The mapper is a partial class decorated with [Mapper]; Mapperly fills in the bodies of the partial map methods at build time. From modules/hub/src/Hub.Application/Services/DtoMapper.cs:

using Riok.Mapperly.Abstractions;

namespace Hub.Services;

[Mapper(UseReferenceHandling = true)]
public static partial class DtoMapper
{
    private static partial CalculatedShipmentDto ToDto(
        this CalculatedShipment entity,
        [ReferenceHandler] IReferenceHandler referenceHandler);

    public static CalculatedShipmentDto ToDto(
        this CalculatedShipment entity,
        SuperTypeResolutionReferenceHandler? referenceHandler = null)
        => ToDto(entity, (IReferenceHandler)(referenceHandler ?? new SuperTypeResolutionReferenceHandler()));
    // ...
}

Call sites use the generated extension via the ABP MapTo<T>() convention, e.g. in modules/hub/src/Hub.Application/Search/ShipmentSearchProvider.cs:

protected override CalculatedShipmentDto ToDto(CalculatedShipment entity)
    => entity.MapTo<CalculatedShipmentDto>();

UseReferenceHandling = true

The shipment graph is deeply self-referential, so the mapper is configured with reference handling (and a custom SuperTypeResolutionReferenceHandler) to avoid infinite recursion when projecting the entity graph onto the deep DTO graph that DeepProperties: true produced.
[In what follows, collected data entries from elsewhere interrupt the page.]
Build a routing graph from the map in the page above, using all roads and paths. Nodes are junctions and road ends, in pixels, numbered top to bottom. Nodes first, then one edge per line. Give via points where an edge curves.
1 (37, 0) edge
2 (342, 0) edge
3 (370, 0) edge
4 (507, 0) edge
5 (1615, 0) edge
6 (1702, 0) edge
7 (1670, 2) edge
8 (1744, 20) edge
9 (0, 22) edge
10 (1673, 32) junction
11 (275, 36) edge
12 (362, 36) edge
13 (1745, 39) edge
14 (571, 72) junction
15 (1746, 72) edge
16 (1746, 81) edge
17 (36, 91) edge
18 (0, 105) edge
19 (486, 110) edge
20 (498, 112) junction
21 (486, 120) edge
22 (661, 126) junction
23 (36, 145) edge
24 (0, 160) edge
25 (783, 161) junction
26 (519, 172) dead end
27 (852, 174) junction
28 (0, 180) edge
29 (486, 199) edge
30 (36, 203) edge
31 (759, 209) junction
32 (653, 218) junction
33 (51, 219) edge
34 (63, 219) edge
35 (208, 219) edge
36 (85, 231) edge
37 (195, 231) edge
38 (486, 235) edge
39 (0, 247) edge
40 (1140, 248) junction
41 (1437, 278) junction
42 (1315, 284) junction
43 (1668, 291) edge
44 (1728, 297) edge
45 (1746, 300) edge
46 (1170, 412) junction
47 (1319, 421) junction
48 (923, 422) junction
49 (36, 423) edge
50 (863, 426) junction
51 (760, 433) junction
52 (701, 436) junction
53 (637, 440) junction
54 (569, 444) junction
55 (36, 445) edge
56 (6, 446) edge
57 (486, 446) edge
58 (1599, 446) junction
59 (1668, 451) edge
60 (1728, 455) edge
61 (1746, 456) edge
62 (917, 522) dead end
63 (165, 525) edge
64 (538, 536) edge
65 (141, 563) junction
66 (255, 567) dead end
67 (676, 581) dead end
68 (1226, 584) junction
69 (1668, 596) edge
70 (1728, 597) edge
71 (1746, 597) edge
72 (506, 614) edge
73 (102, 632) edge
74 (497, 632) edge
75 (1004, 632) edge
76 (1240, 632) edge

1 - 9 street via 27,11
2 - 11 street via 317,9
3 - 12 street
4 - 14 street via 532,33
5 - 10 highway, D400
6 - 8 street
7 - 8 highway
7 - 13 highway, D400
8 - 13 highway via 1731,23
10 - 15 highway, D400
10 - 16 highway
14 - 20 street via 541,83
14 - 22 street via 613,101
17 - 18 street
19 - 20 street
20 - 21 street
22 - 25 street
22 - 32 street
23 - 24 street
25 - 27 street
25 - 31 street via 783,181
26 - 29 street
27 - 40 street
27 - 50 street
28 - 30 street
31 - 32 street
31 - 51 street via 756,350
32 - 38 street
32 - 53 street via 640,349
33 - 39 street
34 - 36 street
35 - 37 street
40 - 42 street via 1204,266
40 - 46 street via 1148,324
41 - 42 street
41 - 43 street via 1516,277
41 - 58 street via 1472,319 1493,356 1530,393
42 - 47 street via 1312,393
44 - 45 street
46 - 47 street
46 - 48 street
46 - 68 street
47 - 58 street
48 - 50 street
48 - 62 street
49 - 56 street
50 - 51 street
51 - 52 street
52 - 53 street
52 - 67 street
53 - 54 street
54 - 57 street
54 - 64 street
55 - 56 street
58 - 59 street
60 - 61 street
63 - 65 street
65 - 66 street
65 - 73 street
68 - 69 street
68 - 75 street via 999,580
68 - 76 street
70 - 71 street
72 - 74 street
4. ABP auto-API and client proxies

The HTTP surface is itself generated. ABP's auto API controllers turn application-service classes into REST endpoints, and the ABP CLI turns those endpoints into typed client proxies.

Controllers

Controllers are not hand-written; they are created from the application-service assemblies in the API host (src/Cargonerds.HttpApi.Host/CargonerdsHttpApiHostModule.cs):

options.ConventionalControllers.Create(typeof(CargonerdsApplicationModule).Assembly);
options.ConventionalControllers.Create(typeof(HubApplicationModule).Assembly);
options.ConventionalControllers.Create(typeof(PricingApplicationModule).Assembly);

See ABP Auto API Controllers for the routing conventions, and the local REST API page. The method-name → HTTP-verb conventions for these endpoints (Get → GET, Create/Add/Insert → POST, etc.) are also summarised in Application services.

Client proxies

The generated REST endpoints are consumed by the Blazor admin client and the Next.js frontend via dynamic client proxies, refreshed with the ABP CLI against the live API host (see ABP Dynamic C# API client proxies):

  • C# client proxies (Cargonerds.HttpApi.Client):
abp generate-proxy -t csharp -u https://localhost:44354
  • TypeScript proxies for the Next.js frontend:
abp generate-proxy -t ts -u https://localhost:44354

Run these against the live api host URL — see the run-mode ports in Running Locally. More on consuming the generated clients is in API Clients.


EF Core migrations

Database schema code is also generated, but from the EF Core model rather than from attributes — it is covered separately in Development Workflow and Migrations.


The do-not-edit rule

Never hand-edit generated files

  • *.g.cs files under Hub.Application.Contracts/Generated/ are produced by Nextended.CodeGen on every dotnet build. Edits are silently overwritten. Extend the partial DTO from a separate, hand-written file instead.
  • Static*.g.cs (from StaticEnumGenerator) and the Mapperly map-method bodies are emitted by the compiler — there is nothing on disk to edit.
  • Generated controllers and client proxies come from ABP/CLI tooling; change the application service (the source of truth) and regenerate, never the proxy.

The single source of truth is always the domain entity / enum / application service. Change that, rebuild, and let the generators catch up.